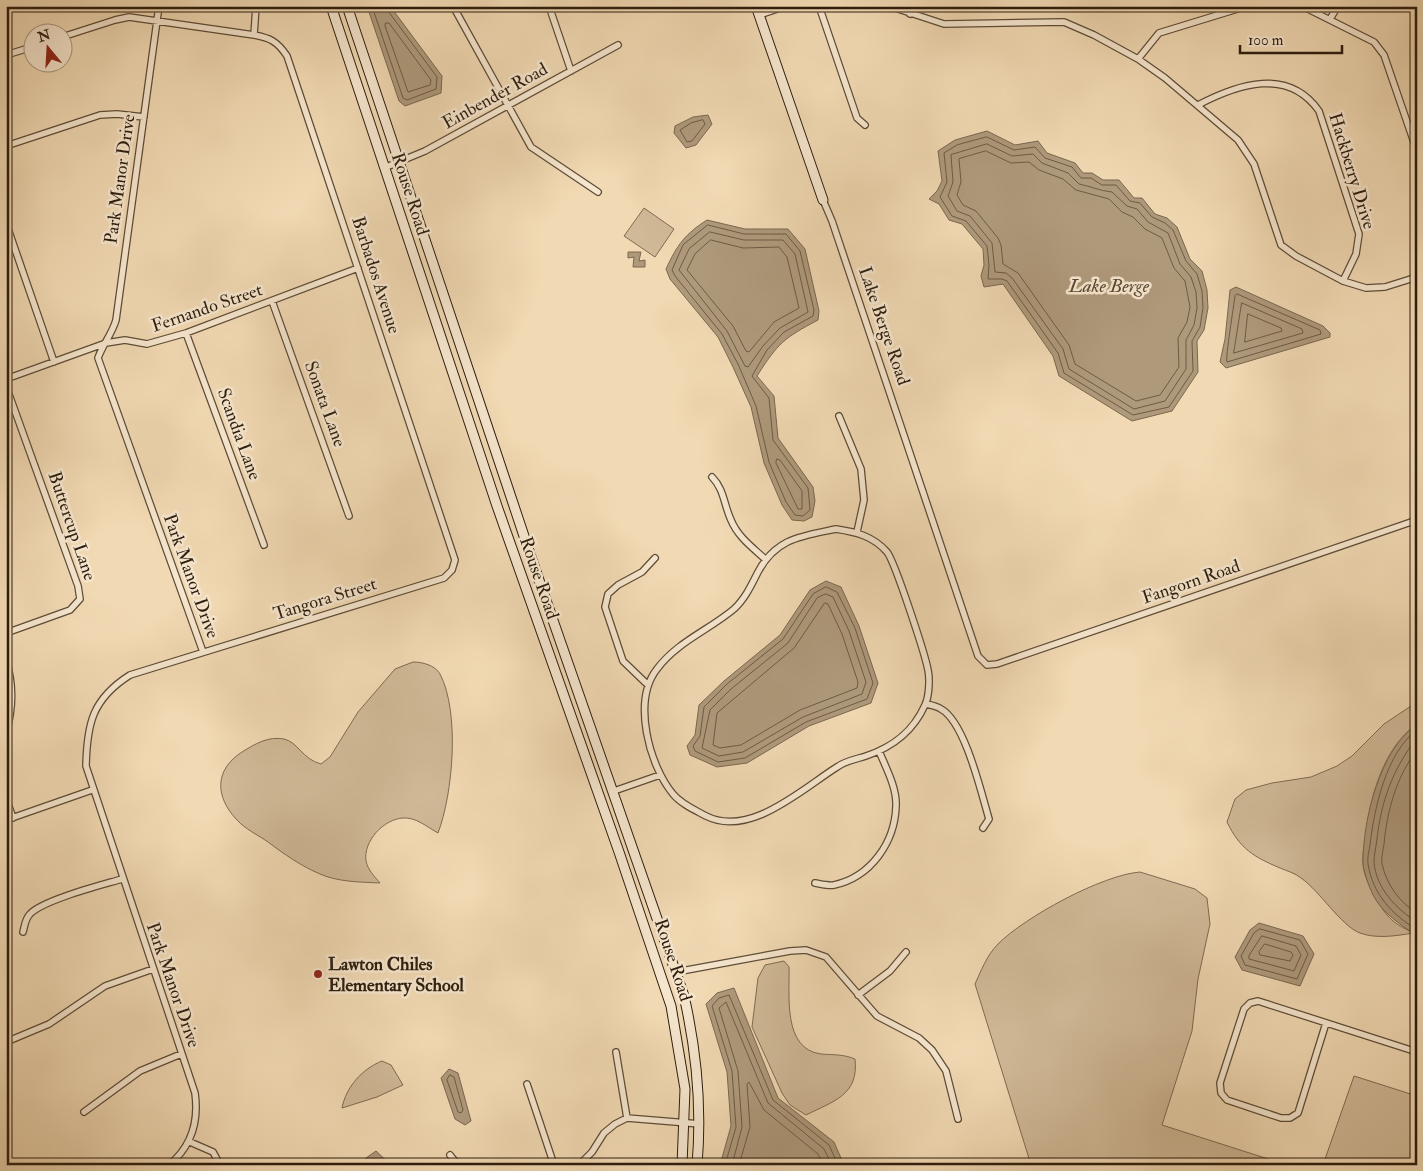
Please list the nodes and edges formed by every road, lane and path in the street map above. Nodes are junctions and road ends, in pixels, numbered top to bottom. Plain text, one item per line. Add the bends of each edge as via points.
1 (159, 6) edge
2 (256, 6) edge
3 (331, 6) edge
4 (347, 6) edge
5 (452, 6) edge
6 (549, 6) edge
7 (756, 6) edge
8 (786, 6) edge
9 (818, 6) edge
10 (889, 6) edge
11 (913, 6) edge
12 (1247, 6) edge
13 (1302, 6) edge
14 (1338, 6) edge
15 (910, 14) junction
16 (759, 16) junction
17 (1330, 19) junction
18 (158, 22) junction
19 (72, 34) edge
20 (254, 35) junction
21 (618, 45) dead end
22 (22, 50) edge
23 (6, 55) edge
24 (1138, 59) junction
25 (571, 71) junction
26 (1198, 105) junction
27 (507, 106) junction
28 (144, 117) junction
29 (865, 125) dead end
30 (6, 146) edge
31 (1417, 151) edge
32 (398, 162) junction
33 (384, 168) junction
34 (598, 192) dead end
35 (823, 200) joint
36 (6, 223) edge
37 (358, 268) junction
38 (1417, 277) edge
39 (1343, 281) junction
40 (272, 301) junction
41 (186, 333) junction
42 (106, 343) junction
43 (54, 362) junction
44 (6, 379) edge
45 (6, 386) edge
46 (839, 416) dead end
47 (712, 477) dead end
48 (349, 516) dead end
49 (1417, 520) edge
50 (856, 532) junction
51 (264, 545) dead end
52 (655, 558) dead end
53 (765, 558) junction
54 (452, 570) joint
55 (6, 632) edge
56 (203, 652) junction
57 (978, 656) joint
58 (6, 660) edge
59 (648, 685) junction
60 (926, 704) junction
61 (6, 733) edge
62 (880, 751) junction
63 (660, 775) junction
64 (92, 790) junction
65 (614, 791) junction
66 (6, 798) edge
67 (9, 819) edge
68 (983, 828) dead end
69 (122, 879) junction
70 (815, 883) dead end
71 (24, 932) dead end
72 (906, 952) dead end
73 (152, 969) junction
74 (676, 972) junction
75 (858, 995) junction
76 (1326, 1023) junction
77 (6, 1042) edge
78 (616, 1052) dead end
79 (1417, 1052) edge
80 (181, 1054) junction
81 (527, 1084) dead end
82 (84, 1112) dead end
83 (627, 1118) junction
84 (958, 1119) dead end
85 (685, 1123) junction
86 (700, 1124) junction
87 (190, 1142) junction
88 (450, 1155) dead end
89 (169, 1165) edge
90 (220, 1165) edge
91 (458, 1165) edge
92 (554, 1165) edge
93 (579, 1165) edge
94 (682, 1165) edge
95 (697, 1165) edge

1 - 18 street, Park Manor Drive
2 - 20 street
3 - 33 street, Rouse Road
4 - 32 street, Rouse Road
5 - 27 street via 465,24
6 - 25 street
7 - 16 street, Lake Berge Road
8 - 16 street
9 - 29 street via 858,118
10 - 15 street
11 - 15 street
12 - 24 street via 1159,33
13 - 17 street
14 - 17 street
15 - 24 street via 944,24 1064,22
16 - 35 street, Lake Berge Road
17 - 31 street via 1374,42 1384,55
18 - 19 street, Barbados Avenue via 130,18 115,20
18 - 20 street, Barbados Avenue
18 - 28 street, Park Manor Drive
20 - 37 street, Barbados Avenue via 270,38 287,56
21 - 25 street, Einbender Road
22 - 23 street
24 - 26 street
25 - 27 street, Einbender Road
26 - 39 street via 1238,140 1254,164 1281,245
26 - 39 street, Hackberry Drive via 1216,96 1266,82 1290,86 1310,99 1319,111 1359,234 1356,254
27 - 32 street, Einbender Road via 425,152
27 - 34 street via 531,147
28 - 30 street via 100,115
28 - 42 street, Park Manor Drive via 116,320
32 - 33 street, Einbender Road
32 - 65 street, Rouse Road via 533,563
33 - 85 street, Rouse Road via 500,515 666,991 682,1066
35 - 57 street, Lake Berge Road
36 - 43 street
37 - 40 street, Fernando Street
37 - 54 street, Barbados Avenue via 455,560
38 - 39 street via 1385,287 1366,288
40 - 41 street, Fernando Street
40 - 48 street, Sonata Lane
41 - 42 street, Fernando Street via 147,344 125,340
41 - 51 street, Scandia Lane
42 - 43 street, Fernando Street
42 - 56 street, Park Manor Drive via 98,358 99,366
43 - 44 street, Fernando Street
45 - 55 street, Buttercup Lane via 80,599 70,610
46 - 50 street via 861,469 864,500
47 - 53 street via 720,485 740,537
49 - 57 street, Fangorn Road via 997,664 987,665
50 - 53 street via 836,529 789,540
50 - 60 street via 872,538 889,554 928,672
52 - 59 street via 642,572 608,594 605,606 623,661
53 - 59 street via 735,608 670,654
54 - 56 street, Tangora Street via 444,578
56 - 64 street, Park Manor Drive via 130,676 114,685 100,701 86,737 86,766
58 - 61 street via 12,692
59 - 63 street via 644,709 646,732
60 - 62 street via 911,729
60 - 68 street via 942,709 954,721 967,747 989,818
62 - 63 street via 839,765 786,802 756,817 736,822 713,820 690,808 674,795
62 - 70 street via 894,790 896,806 889,842 876,860 855,877 833,885
63 - 65 street
64 - 67 street
64 - 69 street, Park Manor Drive
65 - 74 street, Rouse Road
66 - 67 street
69 - 71 street via 44,905 25,921
69 - 73 street, Park Manor Drive
72 - 75 street via 890,971
73 - 77 street via 106,986 50,1024
73 - 80 street, Park Manor Drive
74 - 75 street via 806,950 826,957
74 - 86 street, Rouse Road via 693,1036
75 - 84 street via 878,1016 919,1038 932,1050 946,1071
76 - 76 street via 1258,1001 1250,1003 1244,1009 1220,1083 1221,1093 1227,1100 1281,1118 1290,1118 1298,1113
76 - 79 street
78 - 83 street
80 - 82 street via 140,1071
80 - 87 street, Park Manor Drive via 197,1107
81 - 92 street
83 - 85 street
83 - 93 street via 604,1133
85 - 86 street
85 - 94 street, Rouse Road
86 - 95 street, Rouse Road
87 - 89 street, Park Manor Drive
87 - 90 street via 213,1152
88 - 91 street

* WHAT YOU WILL DO:
Each record above should come back exactly the same, only without its pictures.

* WRITTEN ANSWER:
Please list the nodes and edges formed by every road, lane and path in the street map above. Nodes are junctions and road ends, in pixels, numbered top to bottom. Plain text, one item per line. Add the bends of each edge as via points.
1 (159, 6) edge
2 (256, 6) edge
3 (331, 6) edge
4 (347, 6) edge
5 (452, 6) edge
6 (549, 6) edge
7 (756, 6) edge
8 (786, 6) edge
9 (818, 6) edge
10 (889, 6) edge
11 (913, 6) edge
12 (1247, 6) edge
13 (1302, 6) edge
14 (1338, 6) edge
15 (910, 14) junction
16 (759, 16) junction
17 (1330, 19) junction
18 (158, 22) junction
19 (72, 34) edge
20 (254, 35) junction
21 (618, 45) dead end
22 (22, 50) edge
23 (6, 55) edge
24 (1138, 59) junction
25 (571, 71) junction
26 (1198, 105) junction
27 (507, 106) junction
28 (144, 117) junction
29 (865, 125) dead end
30 (6, 146) edge
31 (1417, 151) edge
32 (398, 162) junction
33 (384, 168) junction
34 (598, 192) dead end
35 (823, 200) joint
36 (6, 223) edge
37 (358, 268) junction
38 (1417, 277) edge
39 (1343, 281) junction
40 (272, 301) junction
41 (186, 333) junction
42 (106, 343) junction
43 (54, 362) junction
44 (6, 379) edge
45 (6, 386) edge
46 (839, 416) dead end
47 (712, 477) dead end
48 (349, 516) dead end
49 (1417, 520) edge
50 (856, 532) junction
51 (264, 545) dead end
52 (655, 558) dead end
53 (765, 558) junction
54 (452, 570) joint
55 (6, 632) edge
56 (203, 652) junction
57 (978, 656) joint
58 (6, 660) edge
59 (648, 685) junction
60 (926, 704) junction
61 (6, 733) edge
62 (880, 751) junction
63 (660, 775) junction
64 (92, 790) junction
65 (614, 791) junction
66 (6, 798) edge
67 (9, 819) edge
68 (983, 828) dead end
69 (122, 879) junction
70 (815, 883) dead end
71 (24, 932) dead end
72 (906, 952) dead end
73 (152, 969) junction
74 (676, 972) junction
75 (858, 995) junction
76 (1326, 1023) junction
77 (6, 1042) edge
78 (616, 1052) dead end
79 (1417, 1052) edge
80 (181, 1054) junction
81 (527, 1084) dead end
82 (84, 1112) dead end
83 (627, 1118) junction
84 (958, 1119) dead end
85 (685, 1123) junction
86 (700, 1124) junction
87 (190, 1142) junction
88 (450, 1155) dead end
89 (169, 1165) edge
90 (220, 1165) edge
91 (458, 1165) edge
92 (554, 1165) edge
93 (579, 1165) edge
94 (682, 1165) edge
95 (697, 1165) edge

1 - 18 street, Park Manor Drive
2 - 20 street
3 - 33 street, Rouse Road
4 - 32 street, Rouse Road
5 - 27 street via 465,24
6 - 25 street
7 - 16 street, Lake Berge Road
8 - 16 street
9 - 29 street via 858,118
10 - 15 street
11 - 15 street
12 - 24 street via 1159,33
13 - 17 street
14 - 17 street
15 - 24 street via 944,24 1064,22
16 - 35 street, Lake Berge Road
17 - 31 street via 1374,42 1384,55
18 - 19 street, Barbados Avenue via 130,18 115,20
18 - 20 street, Barbados Avenue
18 - 28 street, Park Manor Drive
20 - 37 street, Barbados Avenue via 270,38 287,56
21 - 25 street, Einbender Road
22 - 23 street
24 - 26 street
25 - 27 street, Einbender Road
26 - 39 street via 1238,140 1254,164 1281,245
26 - 39 street, Hackberry Drive via 1216,96 1266,82 1290,86 1310,99 1319,111 1359,234 1356,254
27 - 32 street, Einbender Road via 425,152
27 - 34 street via 531,147
28 - 30 street via 100,115
28 - 42 street, Park Manor Drive via 116,320
32 - 33 street, Einbender Road
32 - 65 street, Rouse Road via 533,563
33 - 85 street, Rouse Road via 500,515 666,991 682,1066
35 - 57 street, Lake Berge Road
36 - 43 street
37 - 40 street, Fernando Street
37 - 54 street, Barbados Avenue via 455,560
38 - 39 street via 1385,287 1366,288
40 - 41 street, Fernando Street
40 - 48 street, Sonata Lane
41 - 42 street, Fernando Street via 147,344 125,340
41 - 51 street, Scandia Lane
42 - 43 street, Fernando Street
42 - 56 street, Park Manor Drive via 98,358 99,366
43 - 44 street, Fernando Street
45 - 55 street, Buttercup Lane via 80,599 70,610
46 - 50 street via 861,469 864,500
47 - 53 street via 720,485 740,537
49 - 57 street, Fangorn Road via 997,664 987,665
50 - 53 street via 836,529 789,540
50 - 60 street via 872,538 889,554 928,672
52 - 59 street via 642,572 608,594 605,606 623,661
53 - 59 street via 735,608 670,654
54 - 56 street, Tangora Street via 444,578
56 - 64 street, Park Manor Drive via 130,676 114,685 100,701 86,737 86,766
58 - 61 street via 12,692
59 - 63 street via 644,709 646,732
60 - 62 street via 911,729
60 - 68 street via 942,709 954,721 967,747 989,818
62 - 63 street via 839,765 786,802 756,817 736,822 713,820 690,808 674,795
62 - 70 street via 894,790 896,806 889,842 876,860 855,877 833,885
63 - 65 street
64 - 67 street
64 - 69 street, Park Manor Drive
65 - 74 street, Rouse Road
66 - 67 street
69 - 71 street via 44,905 25,921
69 - 73 street, Park Manor Drive
72 - 75 street via 890,971
73 - 77 street via 106,986 50,1024
73 - 80 street, Park Manor Drive
74 - 75 street via 806,950 826,957
74 - 86 street, Rouse Road via 693,1036
75 - 84 street via 878,1016 919,1038 932,1050 946,1071
76 - 76 street via 1258,1001 1250,1003 1244,1009 1220,1083 1221,1093 1227,1100 1281,1118 1290,1118 1298,1113
76 - 79 street
78 - 83 street
80 - 82 street via 140,1071
80 - 87 street, Park Manor Drive via 197,1107
81 - 92 street
83 - 85 street
83 - 93 street via 604,1133
85 - 86 street
85 - 94 street, Rouse Road
86 - 95 street, Rouse Road
87 - 89 street, Park Manor Drive
87 - 90 street via 213,1152
88 - 91 street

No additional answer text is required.